# WHAT YOU ARE ASKED TO DO
Your task is to copy every entry exactly.

Keypoint coordinate data:
- Opening Delimiter -
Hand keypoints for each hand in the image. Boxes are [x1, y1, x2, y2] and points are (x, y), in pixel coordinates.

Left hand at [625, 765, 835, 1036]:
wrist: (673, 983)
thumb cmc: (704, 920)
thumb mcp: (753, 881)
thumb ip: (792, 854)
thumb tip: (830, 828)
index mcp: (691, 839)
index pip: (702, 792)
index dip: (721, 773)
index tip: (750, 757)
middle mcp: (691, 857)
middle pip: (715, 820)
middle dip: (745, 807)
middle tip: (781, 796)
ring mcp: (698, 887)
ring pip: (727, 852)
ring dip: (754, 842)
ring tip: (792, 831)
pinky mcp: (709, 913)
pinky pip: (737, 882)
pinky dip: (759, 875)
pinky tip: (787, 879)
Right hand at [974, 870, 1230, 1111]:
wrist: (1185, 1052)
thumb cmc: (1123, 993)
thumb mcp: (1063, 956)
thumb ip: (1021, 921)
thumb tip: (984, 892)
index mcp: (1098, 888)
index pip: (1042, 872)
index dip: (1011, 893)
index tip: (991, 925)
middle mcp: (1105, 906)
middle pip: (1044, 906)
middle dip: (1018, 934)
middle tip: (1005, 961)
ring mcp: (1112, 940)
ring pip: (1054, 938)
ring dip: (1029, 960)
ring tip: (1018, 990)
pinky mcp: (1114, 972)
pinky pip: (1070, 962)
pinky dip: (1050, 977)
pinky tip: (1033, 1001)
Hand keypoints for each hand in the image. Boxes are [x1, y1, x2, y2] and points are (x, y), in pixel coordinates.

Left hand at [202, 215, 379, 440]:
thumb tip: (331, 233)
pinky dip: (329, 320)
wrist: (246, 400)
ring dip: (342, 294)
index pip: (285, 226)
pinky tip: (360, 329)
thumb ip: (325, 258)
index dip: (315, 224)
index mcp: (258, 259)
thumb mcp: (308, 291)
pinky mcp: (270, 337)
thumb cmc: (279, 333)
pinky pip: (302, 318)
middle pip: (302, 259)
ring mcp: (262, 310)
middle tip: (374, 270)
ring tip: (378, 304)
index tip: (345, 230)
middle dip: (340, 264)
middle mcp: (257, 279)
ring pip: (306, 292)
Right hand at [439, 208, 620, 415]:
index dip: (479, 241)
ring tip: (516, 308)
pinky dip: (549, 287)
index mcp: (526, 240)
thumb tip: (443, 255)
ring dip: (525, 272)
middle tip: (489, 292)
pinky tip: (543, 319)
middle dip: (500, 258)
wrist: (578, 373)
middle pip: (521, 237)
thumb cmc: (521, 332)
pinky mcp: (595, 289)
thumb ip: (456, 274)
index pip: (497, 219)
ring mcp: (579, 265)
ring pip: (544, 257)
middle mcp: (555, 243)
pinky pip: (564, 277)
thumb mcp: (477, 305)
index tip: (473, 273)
- Closing Delimiter -
# YOUR SOLUTION
Hand keypoints for each hand in the image. Boxes are [x1, y1, x2, y2] and points are (x, y), in pixel coordinates.

Left hand at [625, 765, 835, 1036]:
wrist: (673, 983)
thumb cmc: (704, 920)
thumb mcp: (753, 881)
thumb ip: (792, 854)
thumb tip: (830, 828)
index mcp: (691, 839)
index pip: (702, 792)
index dip: (721, 773)
index tip: (750, 757)
middle mcp: (691, 857)
middle pip: (715, 820)
middle dip: (745, 807)
middle tip: (781, 796)
ring mcp: (698, 887)
ring pip: (727, 852)
ring dip: (754, 842)
ring tip: (792, 831)
pinky mcp: (709, 913)
pinky pip: (737, 882)
pinky dip: (759, 875)
pinky tip: (787, 879)
Right hand at [974, 870, 1230, 1111]:
wrist: (1185, 1052)
thumb cmc: (1123, 993)
thumb mcp: (1063, 956)
thumb ip: (1021, 921)
thumb tip: (984, 892)
index mcp: (1098, 888)
index pip: (1042, 872)
index dip: (1011, 893)
index tip: (991, 925)
middle mcp: (1105, 906)
middle pip: (1044, 906)
middle dip: (1018, 934)
middle tip: (1005, 961)
ring mcp: (1112, 940)
ring pip: (1054, 938)
ring dip: (1029, 960)
ring tip: (1018, 990)
pinky mcp: (1114, 972)
pinky pip: (1070, 962)
pinky dip: (1050, 977)
pinky tip: (1033, 1001)
Hand keypoints for each hand in the image. Boxes are [x1, y1, x2, y2] and points are (x, y), in pixel coordinates.

Left hand at [202, 215, 379, 440]:
thumb tip: (331, 233)
pinky dip: (329, 320)
wrist: (246, 400)
ring dip: (342, 294)
index pip: (285, 226)
pinky tip: (360, 329)
thumb ip: (325, 258)
index dip: (315, 224)
index mcp: (258, 259)
thumb mcp: (308, 291)
pinky mcp: (270, 337)
thumb cmc: (279, 333)
pinky pip: (302, 318)
middle pip: (302, 259)
ring mcp: (262, 310)
middle tip: (374, 270)
ring tip: (378, 304)
index tip: (345, 230)
middle dip: (340, 264)
middle mcp: (257, 279)
ring pip: (306, 292)
Right hand at [439, 208, 620, 415]:
index dip: (479, 241)
ring tip: (516, 308)
pinky dip: (549, 287)
index mcp: (526, 240)
thumb tip: (443, 255)
ring dip: (525, 272)
middle tip: (489, 292)
pinky tip: (543, 319)
middle dip: (500, 258)
wrist: (578, 373)
middle pip: (521, 237)
thumb cmc: (521, 332)
pinky mcp: (595, 289)
thumb ip: (456, 274)
index pip: (497, 219)
ring mcp: (579, 265)
ring pip: (544, 257)
middle mcp: (555, 243)
pinky pip: (564, 277)
thumb mcp: (477, 305)
index tip: (473, 273)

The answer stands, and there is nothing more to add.